Похоронный обряд у славян до христианской поры состоит в следующем: «Аще кто умряше, творят трызну надъ нимъ, и посемъ творяху краду велику» особый костёр, «крада» выкладывается в виде прямоугольника, высотой по плечи человека. Дрова должны быть дубовые или берёзовые. От них больший жар и быстрее всё сгорает. Домовина же делается в виде ладьи, лодки и т.д. Причём нос ладьи ставят на закат солнца. Самым подходящим днём для похорон считается пятница — день Мокоши. Покойника одевают во всё белое, закрывают белым покрывалом, кладут в домовину мило дары и поминальную еду. Горшок ставят в ногах покойного. Покойник должен лежать головой на запад, «и възложахуть и на краду мертвеца сожжаху». Поджигает старейшина, либо жрец, раздевшись по пояс и стоя спиной к краде.

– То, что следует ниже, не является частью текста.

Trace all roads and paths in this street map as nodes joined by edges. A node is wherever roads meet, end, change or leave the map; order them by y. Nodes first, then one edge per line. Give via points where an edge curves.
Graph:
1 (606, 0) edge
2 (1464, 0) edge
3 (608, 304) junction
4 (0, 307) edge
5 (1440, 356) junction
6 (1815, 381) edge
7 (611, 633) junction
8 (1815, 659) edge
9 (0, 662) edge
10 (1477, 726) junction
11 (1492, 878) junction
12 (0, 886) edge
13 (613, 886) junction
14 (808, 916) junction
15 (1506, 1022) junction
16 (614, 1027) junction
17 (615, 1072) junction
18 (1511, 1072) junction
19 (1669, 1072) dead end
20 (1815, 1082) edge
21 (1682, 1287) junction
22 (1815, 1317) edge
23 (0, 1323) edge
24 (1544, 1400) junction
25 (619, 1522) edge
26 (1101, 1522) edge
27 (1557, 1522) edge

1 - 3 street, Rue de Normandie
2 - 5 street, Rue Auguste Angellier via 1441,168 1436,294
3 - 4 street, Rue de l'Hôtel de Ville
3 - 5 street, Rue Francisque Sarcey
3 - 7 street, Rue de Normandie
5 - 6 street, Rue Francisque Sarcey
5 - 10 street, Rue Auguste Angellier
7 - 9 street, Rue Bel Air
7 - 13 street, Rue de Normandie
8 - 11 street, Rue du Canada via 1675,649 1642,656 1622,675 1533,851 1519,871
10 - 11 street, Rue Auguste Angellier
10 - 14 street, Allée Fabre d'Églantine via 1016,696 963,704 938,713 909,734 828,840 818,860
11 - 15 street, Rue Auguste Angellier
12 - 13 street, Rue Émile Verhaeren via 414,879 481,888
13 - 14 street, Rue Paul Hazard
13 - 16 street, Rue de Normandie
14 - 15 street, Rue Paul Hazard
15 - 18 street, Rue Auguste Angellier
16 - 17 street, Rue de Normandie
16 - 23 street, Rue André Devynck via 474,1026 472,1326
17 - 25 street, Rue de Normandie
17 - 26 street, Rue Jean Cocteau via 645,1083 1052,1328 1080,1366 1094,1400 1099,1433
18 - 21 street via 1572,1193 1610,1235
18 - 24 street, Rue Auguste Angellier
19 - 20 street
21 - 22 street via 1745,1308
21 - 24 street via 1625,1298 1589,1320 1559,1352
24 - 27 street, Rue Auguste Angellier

Краду поджигают днём, на закате, чтобы покойный «видел» свет и «шёл» вслед за уходящим солнцем. Внутренность крады набита легковоспламеняющейся соломой и ветками. После того, как огонь разгорится, читается погребальная молитва:
Се сва оне ыде
А тужде отроще одьверзещеши врата ониа.
А вейдеши в онъ — то бо есе красен Ирий,
А тамо Ра-река тенце,
Якова оделяшещеть Сверьгу одо Яве.
А Ченслобог ученсте дне нашиа
А рещет богови ченсла сва.
А быте дне сварзеню
Ниже быте ноще.
А усекнуте ты,
Бо се есе — явски.
А сыи есте во дне божстем,
А в носще никий есь,
Иножде бог Дид- Дуб-Сноп наш…
По окончании молитвы все замолкают до тех пор, пока к небу не поднимется огромный столб пламени — знак того, что умерший поднялся к Сварге. У Северян, например, принято было кости не собирать, а насыпать сверху малый холм, на котором устраивалась тризна. Бросив сверху оружие и милодары, участники тризны расходились, чтобы набрать земли и насыпать уже большой могильный холм. В некоторых местах было принято собирать пепел и закапывать под деревом, или «вложаху в судину малу и поставяху на столпе на путехъ, еже творять Вятичи и ныне» обычай ставить избушки «на курьих ножках» над могилой сохранился в Калужской области до 30-х годов XX века.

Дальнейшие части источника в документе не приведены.